Options-Linked ETFs Flourishing in 2023

Following last year’s calamity in the bond market, it’s not surprising that advisors and investors are looking for new avenues through which to source income. That search is leading many market participants to options-based exchange traded funds, including covered call ETFs.

As of the end of the third quarter, nontraditional equity funds — the space in which derivatives-linked ETFs reside — hauled in more than $18 billion in fresh assets. That could prove to be good news for issuers such as NEOS, which is the issuer behind options-writing ETFs such as the NEOS Enhanced Income Cash Alternative ETF (CSHI) and the NEOS S&P 500 High Income ETF (SPYI).
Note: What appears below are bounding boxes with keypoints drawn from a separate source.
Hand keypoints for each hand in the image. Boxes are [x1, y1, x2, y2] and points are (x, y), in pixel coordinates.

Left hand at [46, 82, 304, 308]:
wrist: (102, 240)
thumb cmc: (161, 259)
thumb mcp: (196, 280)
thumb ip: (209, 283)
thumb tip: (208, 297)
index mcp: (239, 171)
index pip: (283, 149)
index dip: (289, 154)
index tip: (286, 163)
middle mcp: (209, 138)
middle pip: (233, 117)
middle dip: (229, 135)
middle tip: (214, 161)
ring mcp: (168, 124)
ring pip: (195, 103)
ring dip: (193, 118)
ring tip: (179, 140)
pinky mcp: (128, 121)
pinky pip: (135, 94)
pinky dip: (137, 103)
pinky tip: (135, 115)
The NEOS Enhanced Income Aggregate Bond ETF (BNDI) is the issuer’s fixed-income-inspired offering. That ETF offers bond market exposure via the widely observed Bloomberg U.S. Aggregate Bond Market Index and bolsters the corresponding yield by selling, or writing, options contracts on the S&P 500.
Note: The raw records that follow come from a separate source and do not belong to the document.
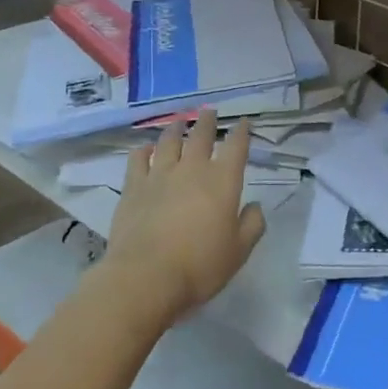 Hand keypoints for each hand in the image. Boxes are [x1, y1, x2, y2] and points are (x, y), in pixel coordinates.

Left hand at [101, 110, 265, 327]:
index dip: (242, 132)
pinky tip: (145, 149)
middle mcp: (192, 170)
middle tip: (210, 111)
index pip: (237, 147)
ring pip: (169, 142)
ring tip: (179, 122)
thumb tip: (254, 206)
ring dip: (176, 129)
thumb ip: (252, 225)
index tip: (244, 123)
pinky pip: (138, 160)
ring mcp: (160, 176)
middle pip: (202, 136)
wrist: (146, 277)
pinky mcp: (133, 188)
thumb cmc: (200, 265)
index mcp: (223, 181)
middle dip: (208, 122)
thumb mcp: (239, 251)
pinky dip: (143, 150)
Advisors, Investors Using Covered Calls

Increased interest in ETFs such as BNDI, CSHI, and SPYI isn’t simply the byproduct of last year’s chaos in the bond market. As evidenced by a recent spike in 10-year Treasury yields, that turbulence is still present, indicating some market participants find the NEOS funds appealing bond ETF alternatives.

Additionally, while the S&P 500 is higher by 10.24% year to date, the benchmark U.S. equity gauge is up just 2.59% over the past six months and has been under duress for more than a month. Declining markets highlighted the perks of options-writing ETFs because those declines limit losses on covered calls while often stoking higher options premiums, meaning for income for investors in the aforementioned NEOS funds.